NEWS on Wednesday that Britain’s overall rate of inflation eased down a fraction to 10.1 per cent disguised the shocking continued increase in the price of food.
Average food prices for British consumers are now rising at 19.6 per cent — the highest in the official figures for 45 years. And this is only an average price — the price of some essentials, like sunflower and other cooking oils, is rising far higher, at over 25 per cent.
Coffee and tea prices are rising at the fastest rate on record. Much of this is driven by the soaring price of food across the globe, as shortages bite. With Britain importing almost half the food we eat, rising global prices have a rapid effect on prices here.

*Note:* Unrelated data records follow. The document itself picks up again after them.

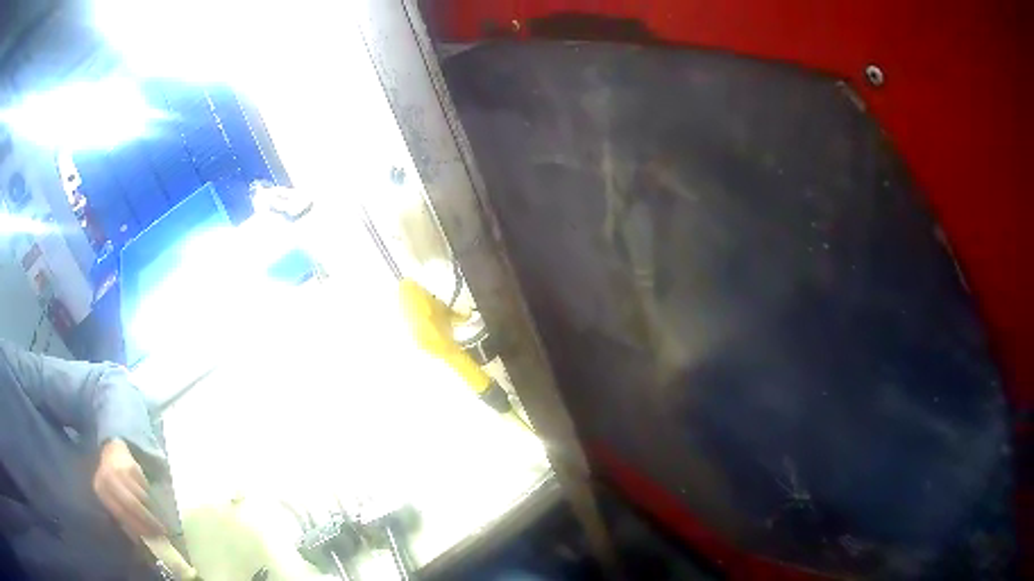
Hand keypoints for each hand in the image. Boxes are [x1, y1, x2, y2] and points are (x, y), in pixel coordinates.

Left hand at [93, 438, 164, 538]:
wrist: (113, 451)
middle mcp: (109, 478)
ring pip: (141, 498)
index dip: (137, 527)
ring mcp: (121, 471)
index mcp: (101, 489)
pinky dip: (150, 498)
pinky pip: (145, 488)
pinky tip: (151, 502)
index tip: (150, 538)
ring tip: (158, 519)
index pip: (121, 513)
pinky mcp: (133, 466)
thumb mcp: (109, 497)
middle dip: (148, 520)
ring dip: (152, 511)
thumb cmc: (110, 482)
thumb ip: (120, 516)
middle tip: (161, 532)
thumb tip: (137, 538)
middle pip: (132, 505)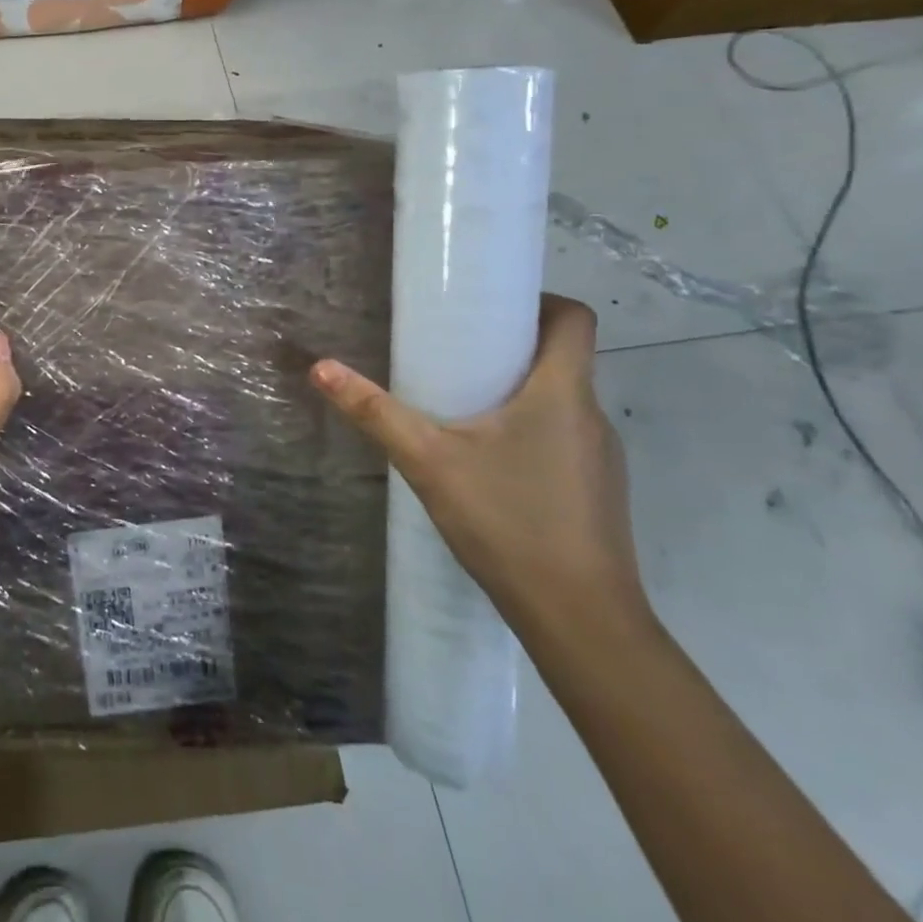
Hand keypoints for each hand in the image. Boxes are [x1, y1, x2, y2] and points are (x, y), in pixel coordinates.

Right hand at [311, 295, 648, 640]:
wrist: (581, 622)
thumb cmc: (509, 522)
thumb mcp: (428, 460)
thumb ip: (375, 412)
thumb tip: (321, 367)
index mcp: (562, 392)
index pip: (575, 318)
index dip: (538, 299)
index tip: (489, 305)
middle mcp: (592, 416)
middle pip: (562, 357)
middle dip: (509, 344)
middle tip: (453, 349)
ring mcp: (601, 458)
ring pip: (561, 400)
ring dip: (517, 390)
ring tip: (460, 403)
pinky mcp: (596, 491)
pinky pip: (563, 437)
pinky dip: (528, 429)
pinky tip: (486, 460)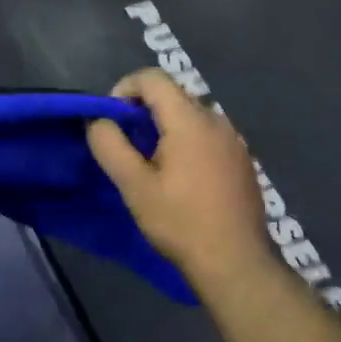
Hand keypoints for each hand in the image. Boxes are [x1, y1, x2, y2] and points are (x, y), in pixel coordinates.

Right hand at [87, 68, 269, 292]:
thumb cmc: (180, 222)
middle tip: (127, 144)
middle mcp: (216, 120)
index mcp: (190, 120)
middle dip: (143, 109)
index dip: (125, 88)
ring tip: (151, 162)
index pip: (153, 78)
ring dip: (165, 126)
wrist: (236, 264)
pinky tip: (181, 178)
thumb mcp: (134, 186)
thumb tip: (98, 121)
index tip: (112, 119)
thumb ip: (110, 146)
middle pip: (173, 94)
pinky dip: (187, 141)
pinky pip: (208, 135)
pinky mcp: (242, 160)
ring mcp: (234, 140)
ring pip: (191, 115)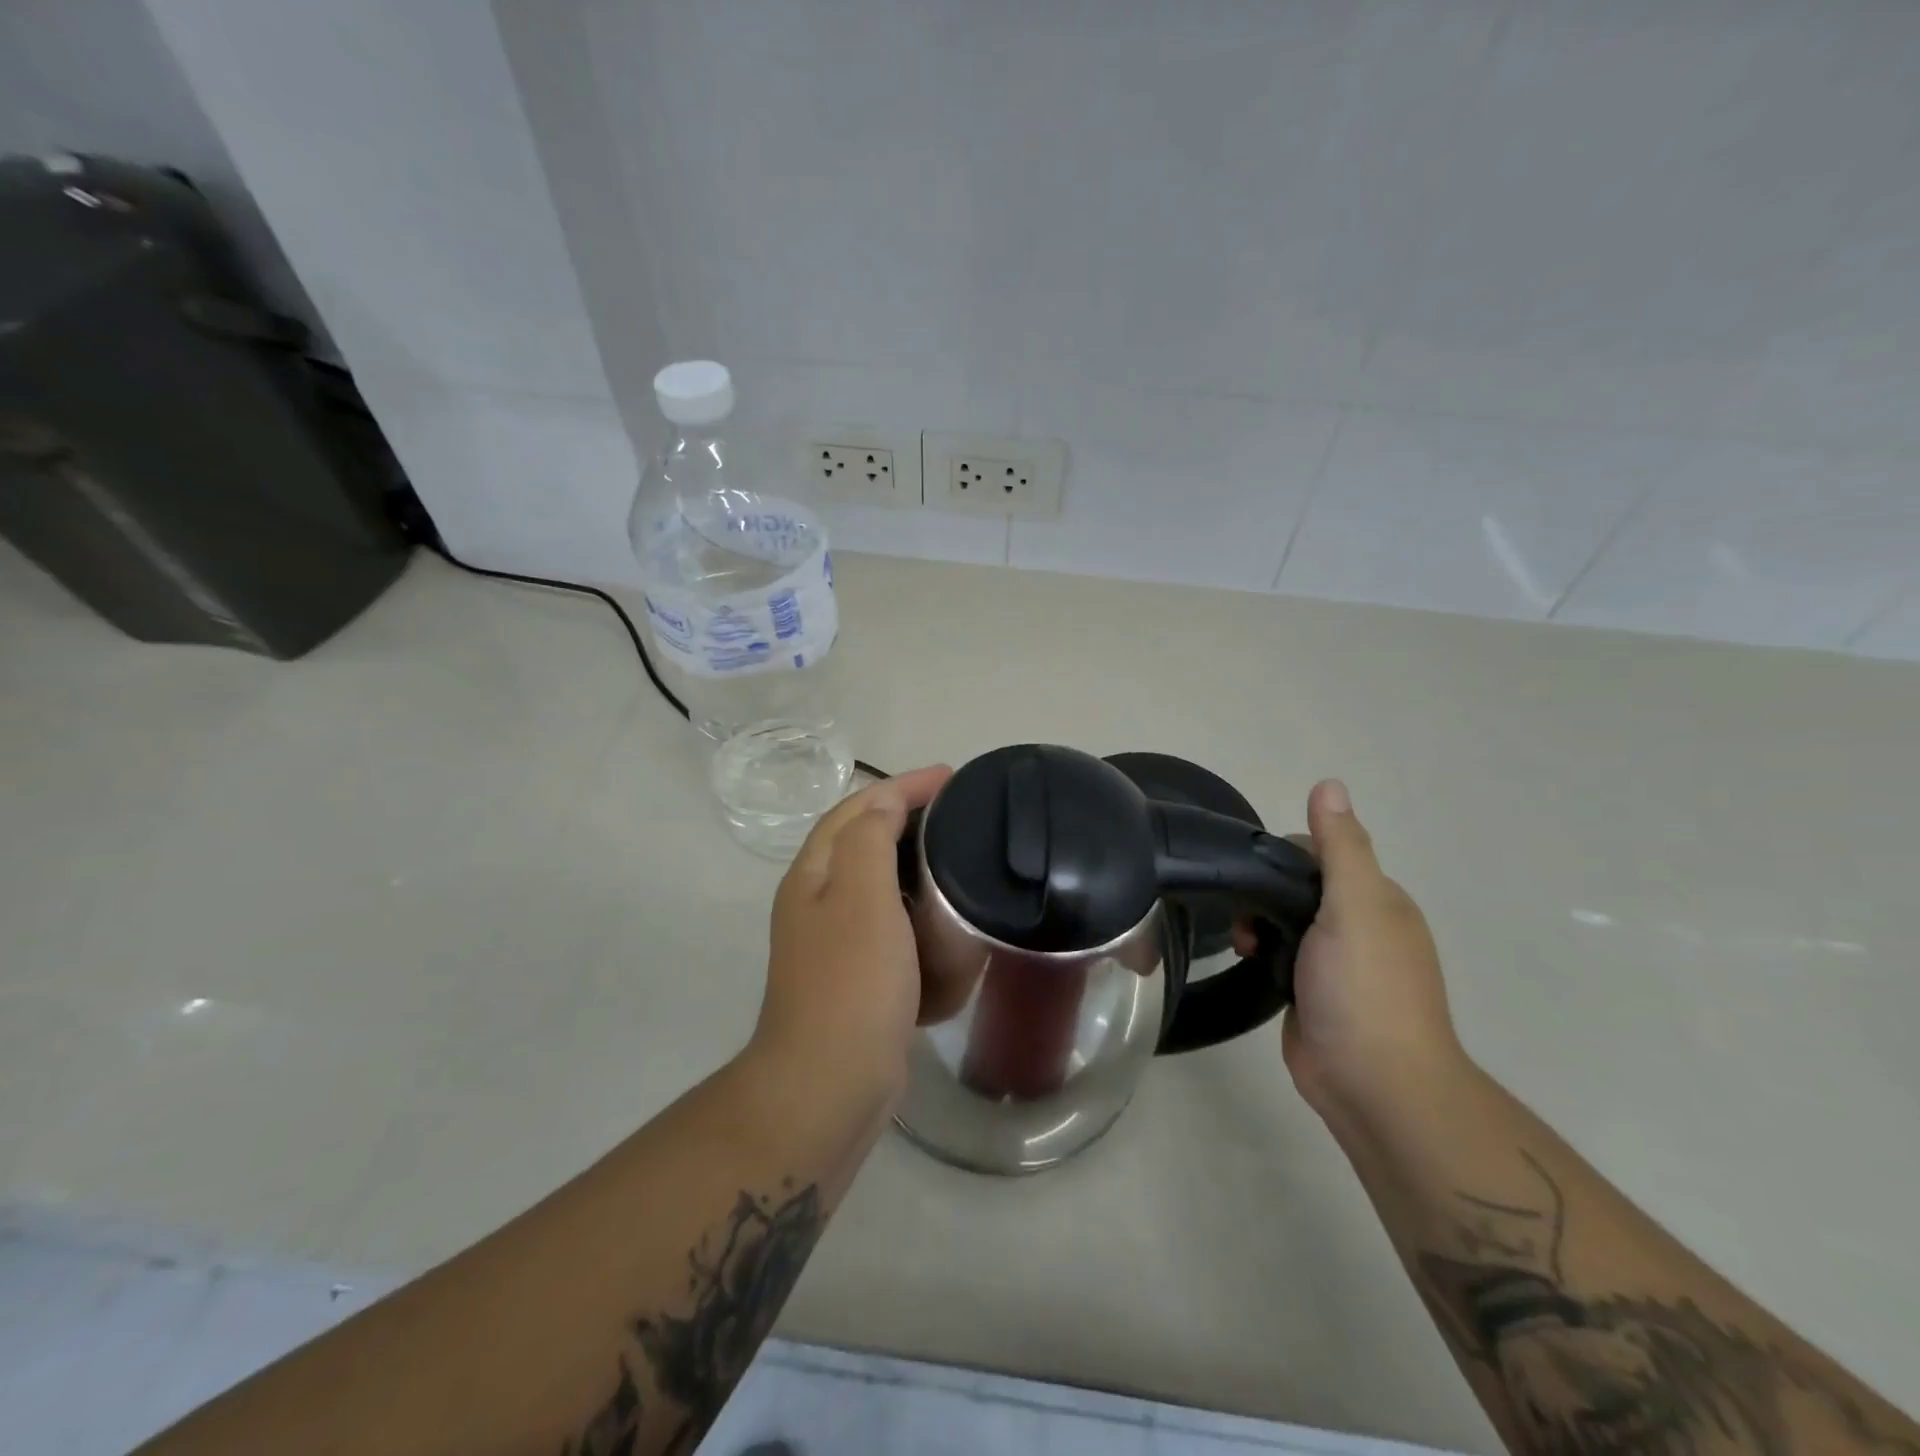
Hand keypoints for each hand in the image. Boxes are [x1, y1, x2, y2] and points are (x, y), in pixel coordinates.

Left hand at [752, 765, 952, 1104]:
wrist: (829, 1084)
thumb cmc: (851, 982)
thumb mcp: (861, 896)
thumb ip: (870, 839)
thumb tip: (883, 806)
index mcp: (815, 874)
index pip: (859, 808)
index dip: (902, 785)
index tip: (951, 776)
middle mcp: (818, 902)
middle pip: (864, 841)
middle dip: (908, 819)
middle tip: (960, 814)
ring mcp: (835, 942)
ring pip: (880, 886)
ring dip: (915, 866)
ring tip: (959, 859)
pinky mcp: (858, 977)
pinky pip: (893, 929)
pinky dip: (919, 915)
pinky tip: (946, 920)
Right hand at [1274, 779, 1465, 1121]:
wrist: (1372, 1084)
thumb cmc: (1365, 988)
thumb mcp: (1355, 906)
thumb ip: (1340, 846)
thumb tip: (1329, 783)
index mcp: (1377, 899)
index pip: (1321, 852)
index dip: (1284, 856)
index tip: (1255, 875)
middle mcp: (1359, 925)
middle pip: (1298, 886)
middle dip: (1264, 893)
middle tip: (1246, 917)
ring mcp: (1335, 963)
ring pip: (1284, 921)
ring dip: (1259, 924)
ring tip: (1246, 946)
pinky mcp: (1311, 992)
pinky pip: (1280, 955)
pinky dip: (1262, 953)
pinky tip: (1249, 961)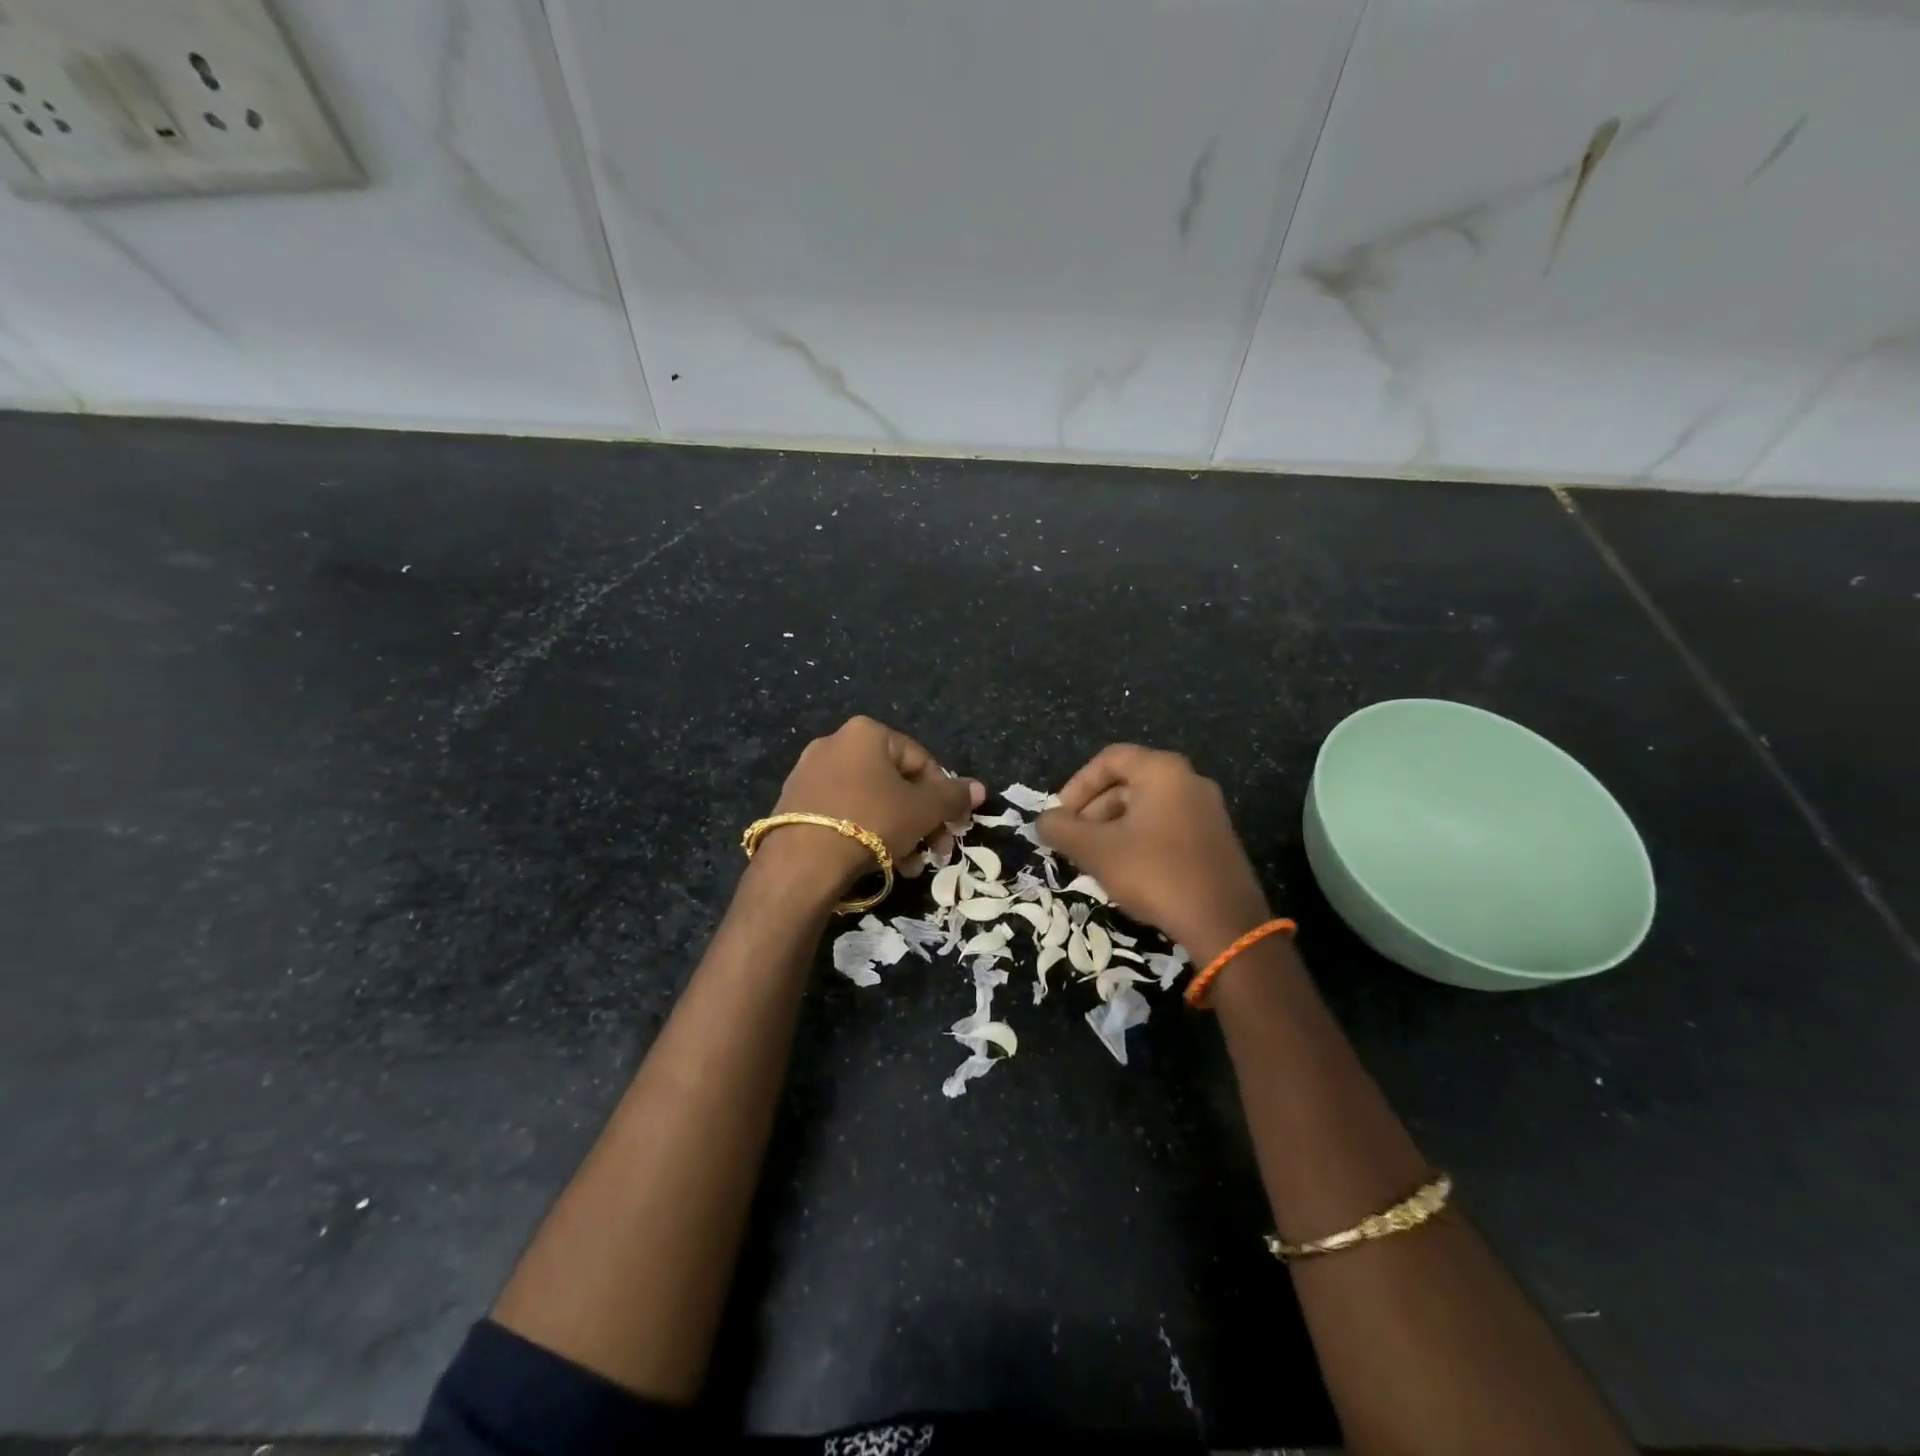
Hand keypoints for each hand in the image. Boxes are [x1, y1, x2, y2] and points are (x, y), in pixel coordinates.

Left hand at [760, 716, 982, 899]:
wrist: (802, 862)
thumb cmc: (871, 822)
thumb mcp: (923, 810)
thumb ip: (953, 796)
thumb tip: (979, 789)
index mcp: (867, 732)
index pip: (921, 760)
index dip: (944, 796)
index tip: (951, 828)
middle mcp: (834, 743)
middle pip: (894, 782)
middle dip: (919, 819)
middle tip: (932, 851)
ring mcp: (809, 772)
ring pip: (869, 801)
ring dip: (896, 831)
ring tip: (906, 866)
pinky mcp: (793, 803)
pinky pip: (842, 813)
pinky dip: (863, 833)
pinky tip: (876, 863)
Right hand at [1037, 744, 1269, 961]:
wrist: (1224, 923)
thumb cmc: (1155, 873)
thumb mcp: (1096, 851)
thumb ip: (1062, 829)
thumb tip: (1043, 821)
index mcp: (1162, 771)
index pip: (1109, 759)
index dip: (1077, 785)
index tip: (1060, 817)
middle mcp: (1189, 780)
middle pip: (1128, 782)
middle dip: (1093, 810)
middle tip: (1073, 842)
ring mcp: (1207, 810)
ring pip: (1146, 807)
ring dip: (1113, 827)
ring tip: (1094, 860)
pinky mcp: (1215, 839)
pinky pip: (1167, 826)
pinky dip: (1139, 839)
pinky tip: (1127, 871)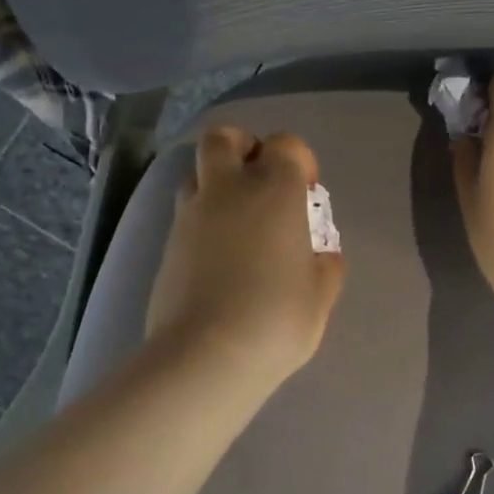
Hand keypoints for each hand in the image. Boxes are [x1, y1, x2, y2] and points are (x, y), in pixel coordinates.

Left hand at [147, 126, 345, 390]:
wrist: (205, 355)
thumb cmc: (276, 319)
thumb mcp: (320, 295)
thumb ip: (326, 265)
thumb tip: (321, 254)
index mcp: (274, 190)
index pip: (286, 145)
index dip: (299, 161)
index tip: (307, 193)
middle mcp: (228, 189)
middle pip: (223, 138)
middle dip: (243, 147)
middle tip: (259, 182)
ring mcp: (190, 215)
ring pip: (196, 172)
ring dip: (217, 182)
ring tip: (237, 219)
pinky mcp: (167, 244)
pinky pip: (185, 213)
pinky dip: (202, 218)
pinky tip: (218, 254)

It should be obvious how inadequate the mainstream explanations and proposed solutions are. Chancellor Jeremy Hunt claimed, just before these figures came out, that refusing to meet the pay demands of public-sector workers like the junior doctors was an essential part of fighting inflation.
But this is obviously nonsensical: paying a nurse or a teacher less in Britain won’t somehow cut the price of coffee from Brazil.
Hunt’s likely motivation is not one he has spelled out directly himself, but leaks from the Treasury to the Financial Times have made the government’s thinking clear. The Treasury believes that public-sector wages must be held down, perhaps (according to the FT) to 5 per cent rises or less, to discourage higher wage demands in the private sector.
Once, in the decades before the 1980s, governments would operate “incomes policies,” trying to set an overall limit for pay increases across the whole economy. These would eventually provoke great anger from workers, sparking strikes and disputes as people found their pay held below rapidly rising prices.
The current government is trying to do the same thing by the back door, by squeezing the public sector as hard as possible to try to discipline the whole working class.
The result is public services like the NHS and our schools being brought to their knees as public-sector workers simply can’t afford to stay in their jobs, resulting in huge staff shortages.
And it’s not going to end inflation which today has almost nothing to do with pay increases, with pay currently rising far lower (at 6 per cent a year) than price increases.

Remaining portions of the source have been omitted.